Горстаг осторожно отпустил Барериса — очевидно, чтобы лучше участвовать в дискуссии.

— Я хочу правосудия. Я хочу, чтобы мы убили этого обманщика-барда сами, лишив ящеролюдов такого удовольствия. Орикс прав, на самом деле нет никакой разницы — просто это последний шанс для любого из нас почувствовать удовлетворение, и как только сукин сын погибнет, у всех остальных не будет причин ссориться.

Сторик нахмурился.

— Признаю, мы делали вещи и похуже по менее весомым причинам.

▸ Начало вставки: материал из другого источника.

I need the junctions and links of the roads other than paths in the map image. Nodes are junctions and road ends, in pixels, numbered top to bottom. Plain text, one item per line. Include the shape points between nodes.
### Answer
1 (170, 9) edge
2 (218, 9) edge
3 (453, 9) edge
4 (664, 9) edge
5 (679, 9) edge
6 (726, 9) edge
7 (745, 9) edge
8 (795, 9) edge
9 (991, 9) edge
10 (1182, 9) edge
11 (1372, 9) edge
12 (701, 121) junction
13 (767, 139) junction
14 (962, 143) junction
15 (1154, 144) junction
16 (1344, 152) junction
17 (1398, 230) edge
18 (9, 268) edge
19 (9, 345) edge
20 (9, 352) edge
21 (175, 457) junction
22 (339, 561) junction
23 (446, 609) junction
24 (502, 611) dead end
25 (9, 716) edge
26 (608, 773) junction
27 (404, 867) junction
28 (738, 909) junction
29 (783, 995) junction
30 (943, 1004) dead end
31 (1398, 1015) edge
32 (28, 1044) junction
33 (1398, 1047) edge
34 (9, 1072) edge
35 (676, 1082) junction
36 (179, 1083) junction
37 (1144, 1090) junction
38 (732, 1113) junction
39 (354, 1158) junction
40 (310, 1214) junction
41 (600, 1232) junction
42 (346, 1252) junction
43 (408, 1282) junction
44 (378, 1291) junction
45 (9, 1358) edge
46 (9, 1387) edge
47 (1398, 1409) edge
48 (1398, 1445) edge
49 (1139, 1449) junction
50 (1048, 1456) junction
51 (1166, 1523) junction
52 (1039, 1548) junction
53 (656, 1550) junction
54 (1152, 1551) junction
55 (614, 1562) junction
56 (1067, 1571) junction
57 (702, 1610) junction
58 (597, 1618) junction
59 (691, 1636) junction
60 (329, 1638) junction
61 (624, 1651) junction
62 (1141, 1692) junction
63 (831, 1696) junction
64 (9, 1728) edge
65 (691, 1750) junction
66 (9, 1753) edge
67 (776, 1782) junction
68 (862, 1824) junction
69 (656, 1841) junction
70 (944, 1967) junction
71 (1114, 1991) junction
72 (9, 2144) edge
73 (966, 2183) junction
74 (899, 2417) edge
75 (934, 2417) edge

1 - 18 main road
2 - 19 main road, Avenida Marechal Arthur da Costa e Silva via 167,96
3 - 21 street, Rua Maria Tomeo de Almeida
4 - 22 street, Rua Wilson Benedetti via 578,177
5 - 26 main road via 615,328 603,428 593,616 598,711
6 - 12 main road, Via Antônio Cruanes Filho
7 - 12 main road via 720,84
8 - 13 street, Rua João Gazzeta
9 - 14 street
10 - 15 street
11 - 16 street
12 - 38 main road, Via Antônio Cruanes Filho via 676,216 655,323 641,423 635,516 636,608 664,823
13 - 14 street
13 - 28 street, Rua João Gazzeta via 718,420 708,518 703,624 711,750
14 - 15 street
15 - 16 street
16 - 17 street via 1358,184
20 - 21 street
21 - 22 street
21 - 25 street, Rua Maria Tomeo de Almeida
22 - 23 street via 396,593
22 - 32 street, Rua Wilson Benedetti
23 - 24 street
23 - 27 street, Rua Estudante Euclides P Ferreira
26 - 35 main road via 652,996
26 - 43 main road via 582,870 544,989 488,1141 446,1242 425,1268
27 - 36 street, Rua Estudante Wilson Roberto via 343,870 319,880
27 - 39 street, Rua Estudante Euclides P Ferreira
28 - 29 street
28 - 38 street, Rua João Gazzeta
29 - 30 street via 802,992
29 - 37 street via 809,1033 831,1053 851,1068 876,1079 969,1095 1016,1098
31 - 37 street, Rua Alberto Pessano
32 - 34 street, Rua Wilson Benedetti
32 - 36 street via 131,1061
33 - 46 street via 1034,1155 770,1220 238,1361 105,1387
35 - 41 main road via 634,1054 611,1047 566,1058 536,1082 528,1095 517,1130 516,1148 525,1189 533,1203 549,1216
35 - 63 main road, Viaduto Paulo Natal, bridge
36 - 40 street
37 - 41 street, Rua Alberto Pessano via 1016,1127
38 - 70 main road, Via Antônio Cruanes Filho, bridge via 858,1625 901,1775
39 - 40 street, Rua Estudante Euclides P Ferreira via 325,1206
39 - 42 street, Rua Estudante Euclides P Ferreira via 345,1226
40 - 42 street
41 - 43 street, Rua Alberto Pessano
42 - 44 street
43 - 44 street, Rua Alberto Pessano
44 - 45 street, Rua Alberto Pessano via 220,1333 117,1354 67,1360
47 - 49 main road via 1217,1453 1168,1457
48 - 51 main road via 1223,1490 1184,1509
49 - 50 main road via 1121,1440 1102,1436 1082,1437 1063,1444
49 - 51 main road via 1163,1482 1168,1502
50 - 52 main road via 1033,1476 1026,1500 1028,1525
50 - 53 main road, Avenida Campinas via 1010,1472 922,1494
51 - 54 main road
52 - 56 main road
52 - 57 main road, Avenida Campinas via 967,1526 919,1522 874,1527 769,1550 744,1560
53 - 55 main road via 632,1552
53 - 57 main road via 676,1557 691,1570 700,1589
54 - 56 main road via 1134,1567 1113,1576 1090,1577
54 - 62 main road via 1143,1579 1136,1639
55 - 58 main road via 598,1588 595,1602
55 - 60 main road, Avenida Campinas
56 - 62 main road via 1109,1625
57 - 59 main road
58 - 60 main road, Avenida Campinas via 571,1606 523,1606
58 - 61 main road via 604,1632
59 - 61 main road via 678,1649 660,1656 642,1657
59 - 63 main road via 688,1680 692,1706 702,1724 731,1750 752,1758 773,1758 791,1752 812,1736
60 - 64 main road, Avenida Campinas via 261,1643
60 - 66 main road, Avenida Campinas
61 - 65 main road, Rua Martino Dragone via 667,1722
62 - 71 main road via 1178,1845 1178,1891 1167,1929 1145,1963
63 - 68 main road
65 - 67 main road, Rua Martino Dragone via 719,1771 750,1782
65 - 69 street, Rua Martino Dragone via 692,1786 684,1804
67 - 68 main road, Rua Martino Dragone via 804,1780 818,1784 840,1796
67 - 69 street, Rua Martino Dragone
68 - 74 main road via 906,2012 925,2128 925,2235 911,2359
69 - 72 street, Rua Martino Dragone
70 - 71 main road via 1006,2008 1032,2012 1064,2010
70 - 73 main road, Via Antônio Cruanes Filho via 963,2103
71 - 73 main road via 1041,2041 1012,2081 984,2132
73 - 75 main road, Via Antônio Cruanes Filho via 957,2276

— Дайте мне один последний шанс нас всех спасти, — сказал Барерис.

Горстаг фыркнул.

— У тебя уже была такая возможность.

— Но я только что придумал одну идею, и считаю, что она может подействовать. Узнаем, когда вернутся ящеролюды. До тех пор я не буду ничего есть, в если меня снова постигнет неудача — я сам брошусь на съедение змеям, чтобы вам не пришлось утруждаться.

Юрид сказал:

— Мне кажется, это честное предложение.


* * * * *

Из ночи появились ящеролюды, шипевшие и бурчавшие друг на друга, и Барерис попытался сглотнуть, чтобы прогнать сухость в горле. Он остро осознавал, что нынешние мгновения могут стать последними в его жизни, но изо всех сил старался отбросить эти мысли. Надо было сосредоточиться на основной задаче.

Чешуйчатый шаман запел, и юноша запел тоже — но на сей раз не так, как прежде. В предыдущих случаях странная красота мелодии этого существа притягивала его, пробуждала жажду музыки, которая являлась неотъемлемой частью его природы. Теперь бард отдался этому очарованию, стараясь не разрушить его, а усилить. Предложить искусную полифонию вместо сбитого ритма и гармонию вместо диссонанса.